### What is needed
In the data below, find every line with the word "dead" and copy it out.

(Stored data)
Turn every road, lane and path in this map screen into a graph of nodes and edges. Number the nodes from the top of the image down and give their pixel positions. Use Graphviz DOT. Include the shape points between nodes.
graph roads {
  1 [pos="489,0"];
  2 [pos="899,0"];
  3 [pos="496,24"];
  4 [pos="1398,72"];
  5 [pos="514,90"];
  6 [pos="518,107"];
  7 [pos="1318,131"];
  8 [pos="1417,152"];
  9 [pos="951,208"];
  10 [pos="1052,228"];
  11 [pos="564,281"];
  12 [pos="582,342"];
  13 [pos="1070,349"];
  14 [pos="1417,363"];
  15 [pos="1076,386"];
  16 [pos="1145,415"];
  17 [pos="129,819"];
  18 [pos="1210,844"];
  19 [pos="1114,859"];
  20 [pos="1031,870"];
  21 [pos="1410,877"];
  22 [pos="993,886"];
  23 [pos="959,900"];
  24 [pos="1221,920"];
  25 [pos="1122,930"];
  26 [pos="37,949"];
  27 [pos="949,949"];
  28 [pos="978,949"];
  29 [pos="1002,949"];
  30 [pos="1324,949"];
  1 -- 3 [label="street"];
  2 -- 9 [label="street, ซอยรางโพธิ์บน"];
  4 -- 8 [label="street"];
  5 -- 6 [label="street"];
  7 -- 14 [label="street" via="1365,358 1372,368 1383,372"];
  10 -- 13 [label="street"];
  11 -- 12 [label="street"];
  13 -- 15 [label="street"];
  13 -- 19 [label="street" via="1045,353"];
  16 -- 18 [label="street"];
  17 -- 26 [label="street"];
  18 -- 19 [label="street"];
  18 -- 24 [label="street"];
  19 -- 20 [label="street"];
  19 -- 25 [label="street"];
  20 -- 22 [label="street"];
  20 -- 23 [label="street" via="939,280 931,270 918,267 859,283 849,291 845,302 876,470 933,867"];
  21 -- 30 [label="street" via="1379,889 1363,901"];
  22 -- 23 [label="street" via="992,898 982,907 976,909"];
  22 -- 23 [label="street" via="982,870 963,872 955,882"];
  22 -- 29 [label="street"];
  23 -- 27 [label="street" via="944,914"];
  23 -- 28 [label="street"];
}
...
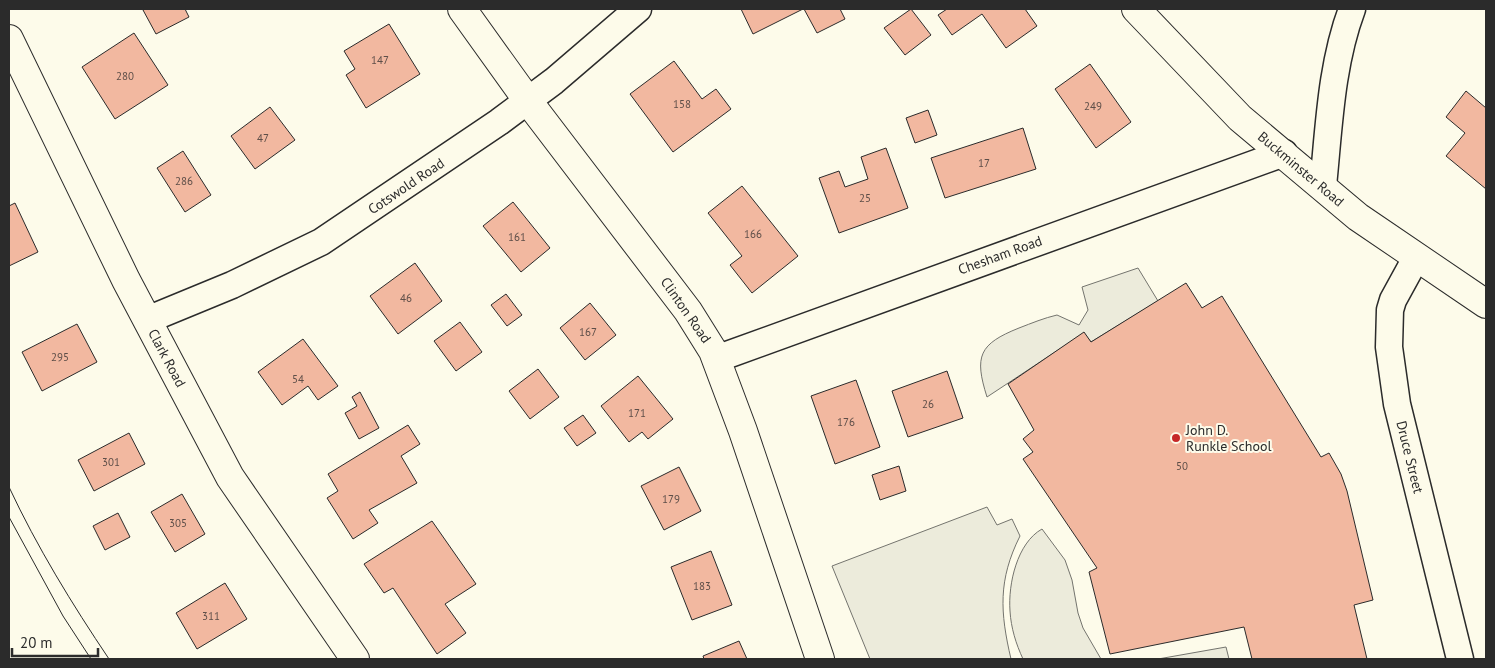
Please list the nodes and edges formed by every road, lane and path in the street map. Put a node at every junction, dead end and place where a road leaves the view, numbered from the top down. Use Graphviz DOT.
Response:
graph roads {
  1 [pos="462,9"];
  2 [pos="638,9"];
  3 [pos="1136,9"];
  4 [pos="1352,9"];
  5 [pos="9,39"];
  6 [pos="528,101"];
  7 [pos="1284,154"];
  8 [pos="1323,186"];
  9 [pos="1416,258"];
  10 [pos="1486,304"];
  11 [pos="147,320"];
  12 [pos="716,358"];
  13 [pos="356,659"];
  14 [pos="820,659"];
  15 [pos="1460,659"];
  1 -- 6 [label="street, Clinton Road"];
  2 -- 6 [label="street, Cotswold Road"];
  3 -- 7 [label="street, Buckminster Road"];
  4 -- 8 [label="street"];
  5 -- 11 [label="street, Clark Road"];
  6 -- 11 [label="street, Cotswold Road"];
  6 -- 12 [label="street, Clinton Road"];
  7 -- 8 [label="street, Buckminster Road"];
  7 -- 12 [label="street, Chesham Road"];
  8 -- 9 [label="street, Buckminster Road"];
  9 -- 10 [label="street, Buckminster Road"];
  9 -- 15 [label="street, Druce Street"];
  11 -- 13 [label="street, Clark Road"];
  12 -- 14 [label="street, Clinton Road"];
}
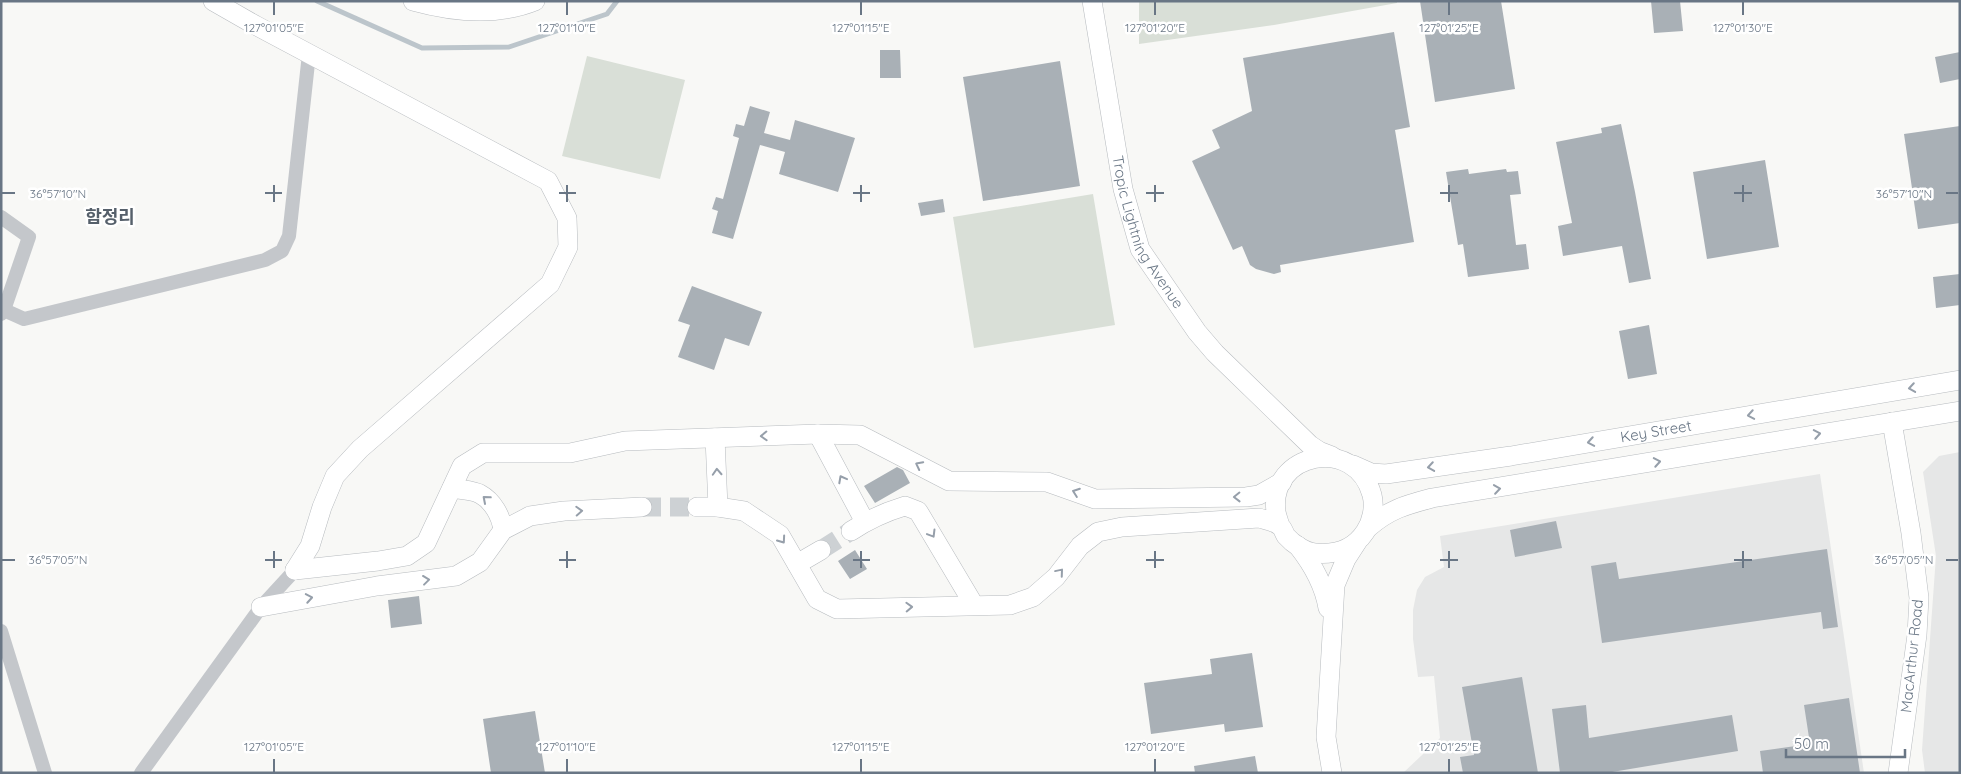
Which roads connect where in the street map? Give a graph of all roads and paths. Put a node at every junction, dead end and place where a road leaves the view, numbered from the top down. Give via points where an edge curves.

### Problem solution
Please list the nodes and edges formed by every road, lane and path in the street map. Put a node at every junction, dead end and place where a road leaves the view, numbered from the top down. Use Graphviz DOT.
Which roads connect where in the street map? Give a graph of all roads and paths. Put a node at every junction, dead end and place where a road leaves the view, numbered from the top down. Give via points where an edge curves.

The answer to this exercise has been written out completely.